Gregoire Defrel Jose Sos
Gregoire Defrel e Jose Sosa (©Getty Images)

MILAN NEWS – Il Milan vince contro il Chievo e porta a casa tre punti importanti. Protagonista di serata sicuramente Carlos Bacca, autore di due gol e anche di un rigore sbagliato. Ma quella del colombiano è stata forse la miglior prestazione di questo campionato, seconda solo a quella contro il Torino alla prima giornata (in cui segnò una tripletta).
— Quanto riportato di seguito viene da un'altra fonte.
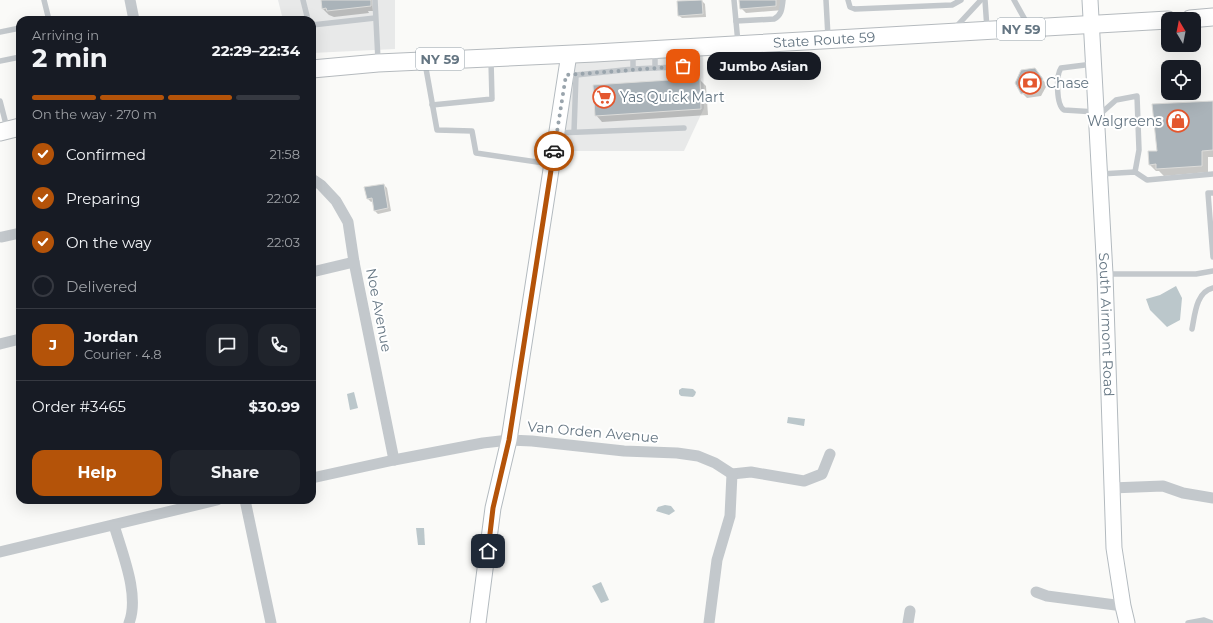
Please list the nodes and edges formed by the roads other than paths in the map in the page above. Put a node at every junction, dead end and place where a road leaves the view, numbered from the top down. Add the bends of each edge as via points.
1 (44, 0) edge
2 (130, 0) edge
3 (303, 0) edge
4 (375, 0) edge
5 (734, 0) edge
6 (783, 0) edge
7 (826, 0) edge
8 (848, 0) edge
9 (961, 0) edge
10 (980, 0) edge
11 (985, 0) edge
12 (1014, 0) edge
13 (1090, 0) edge
14 (49, 16) edge
15 (133, 16) edge
16 (307, 16) edge
17 (375, 18) junction
18 (1213, 18) edge
19 (1201, 19) edge
20 (736, 21) junction
21 (1161, 21) edge
22 (316, 25) edge
23 (1091, 26) junction
24 (16, 29) edge
25 (1030, 29) junction
26 (988, 31) junction
27 (0, 32) edge
28 (951, 33) junction
29 (828, 40) junction
30 (738, 45) junction
31 (655, 49) junction
32 (633, 50) junction
33 (569, 54) junction
34 (491, 57) junction
35 (16, 58) edge
36 (424, 60) junction
37 (0, 61) edge
38 (378, 63) junction
39 (1093, 64) junction
40 (697, 66) dead end
41 (655, 68) junction
42 (316, 69) edge
43 (633, 69) junction
44 (571, 75) junction
45 (0, 101) edge
46 (432, 105) junction
47 (1096, 115) junction
48 (684, 128) dead end
49 (9, 130) edge
50 (574, 132) junction
51 (556, 133) junction
52 (552, 164) junction
53 (1135, 172) junction
54 (1100, 174) junction
55 (1213, 174) edge
56 (316, 182) edge
57 (1213, 193) edge
58 (16, 234) edge
59 (2, 237) dead end
60 (1213, 257) edge
61 (354, 262) junction
62 (316, 271) edge
63 (1213, 271) edge
64 (1105, 274) junction
65 (1213, 288) edge
66 (1192, 329) dead end
67 (16, 340) edge
68 (0, 344) edge
69 (509, 440) junction
70 (830, 454) dead end
71 (394, 460) junction
72 (732, 474) junction
73 (316, 477) edge
74 (1111, 488) junction
75 (1213, 498) edge
76 (201, 504) edge
77 (247, 504) edge
78 (114, 526) junction
79 (0, 552) edge
80 (1036, 592) dead end
81 (1123, 606) junction
82 (910, 611) dead end
83 (129, 623) edge
84 (271, 623) edge
85 (478, 623) edge
86 (709, 623) edge
87 (908, 623) edge
88 (1127, 623) edge
89 (1188, 623) edge
90 (1212, 623) edge

1 - 14 lane
2 - 15 street
3 - 16 lane
4 - 17 lane
5 - 20 lane
6 - 20 lane via 781,11 774,20
7 - 29 lane
8 - 9 lane via 850,7 855,9 952,5
10 - 28 lane
11 - 26 lane
12 - 25 lane
13 - 23 street, South Airmont Road
17 - 22 lane
17 - 38 lane
18 - 19 main road
20 - 30 lane
21 - 23 main road, State Route 59 / NY 59
23 - 25 main road, State Route 59 / NY 59
23 - 39 street, South Airmont Road
24 - 27 lane
25 - 26 main road, State Route 59 / NY 59
26 - 28 main road, State Route 59 / NY 59
28 - 29 main road, State Route 59 / NY 59
29 - 30 main road, State Route 59 / NY 59
30 - 31 main road, State Route 59 / NY 59
31 - 32 main road, State Route 59 / NY 59
31 - 41 lane
32 - 33 main road, State Route 59 / NY 59
32 - 43 lane
33 - 34 main road, State Route 59 / NY 59
33 - 44 street
34 - 36 main road, State Route 59 / NY 59
34 - 46 lane via 492,98
35 - 37 lane
36 - 38 main road, State Route 59 / NY 59
36 - 46 lane
38 - 42 main road, State Route 59 / NY 59
39 - 47 street, South Airmont Road
39 - 47 lane via 1063,66 1058,71 1059,104 1064,110
40 - 41 lane
41 - 43 lane
43 - 44 lane
44 - 50 lane
44 - 51 street
45 - 49 lane
46 - 52 lane via 437,130 472,131 476,153
47 - 53 lane via 1116,100 1137,96 1139,150
47 - 54 street, South Airmont Road
48 - 50 lane
50 - 51 lane
51 - 52 street
52 - 69 street
53 - 54 lane
53 - 55 lane via 1146,180
54 - 64 street, South Airmont Road
56 - 61 street, Noe Avenue via 336,201 348,222
57 - 60 lane via 1208,193
58 - 59 street
61 - 62 street
61 - 71 street, Noe Avenue
63 - 64 lane via 1196,274
64 - 74 street, South Airmont Road
65 - 66 lane via 1207,289 1199,298
67 - 68 street
69 - 71 street, Van Orden Avenue
69 - 72 street, Van Orden Avenue via 698,456
69 - 85 street via 493,508
70 - 72 street via 822,474 811,480 751,472
71 - 73 street, Van Orden Avenue
72 - 86 street via 730,516 717,560
74 - 75 street via 1163,486 1183,494
74 - 81 street, South Airmont Road via 1114,548
76 - 78 street
77 - 84 street
78 - 79 street
78 - 83 street via 133,593
80 - 81 street via 1047,596
81 - 88 street, South Airmont Road
82 - 87 street
89 - 90 lane via 1204,620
Ma ieri ad aver lavorato bene è stata tutta la squadra. Il ritorno di Alessio Romagnoli ha aiutato e non poco la terza linea: anche lo stesso Leonel Vangioni sembra averne beneficiato. Ma la vera novità della partita è stato l’esperimento a centrocampo: Manuel Locatelli e José Ernesto Sosa insieme, il primo come regista, il secondo da mezzala. L’ex primavera tornava titolare dopo qualche panchina, mentre per l’argentino si è trattato di una conferma dopo le precedenti ottime performance.
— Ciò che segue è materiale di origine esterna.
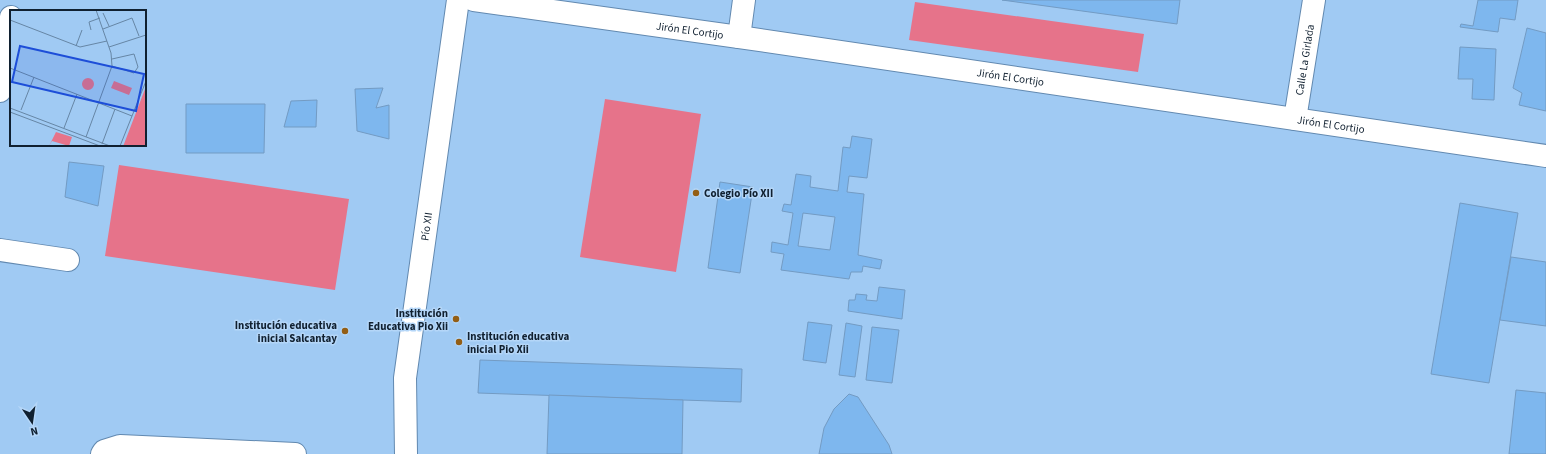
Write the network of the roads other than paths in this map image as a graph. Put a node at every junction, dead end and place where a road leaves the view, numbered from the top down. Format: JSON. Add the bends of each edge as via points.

Locatelli ha giocato un buon primo tempo e ha sfiorato il gol in almeno due occasioni: in una di queste due è nato poi il primo rigore per il Milan. Ma il giovane centrocampista ha evidenziato ancora una certa difficoltà nel farsi vedere dai due centrali e ad impostare l’azione; si limita al compitino senza rischiare quasi mai una giocata più difficile. Cosa che invece viene naturale a Sosa, che si sta ritagliando uno spazio importante nello scacchiere di Montella.
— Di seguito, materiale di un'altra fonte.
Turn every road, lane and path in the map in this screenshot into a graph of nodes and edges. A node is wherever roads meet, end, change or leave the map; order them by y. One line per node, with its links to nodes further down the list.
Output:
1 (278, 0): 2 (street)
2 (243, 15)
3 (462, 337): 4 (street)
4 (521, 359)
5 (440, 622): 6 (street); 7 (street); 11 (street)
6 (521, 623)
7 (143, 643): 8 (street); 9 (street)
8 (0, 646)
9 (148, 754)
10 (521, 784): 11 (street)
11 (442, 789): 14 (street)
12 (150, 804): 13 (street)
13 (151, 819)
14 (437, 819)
Anche ieri, sia da mezzala che da centrocampista centrale (dopo l’uscita di Locatelli e il passaggio al 4-4-2), è stato ancora una volta fra i migliori in campo. Ha gestito la palla sempre con grande lucidità: ha l’esperienza giusta per dettare i tempi alla squadra, sa quando è il momento di verticalizzare e quando far girare la palla. In queste partite sta dimostrando di essere un valore aggiunto. Ora siamo abbastanza certi che Montella farà molta fatica a privarsene.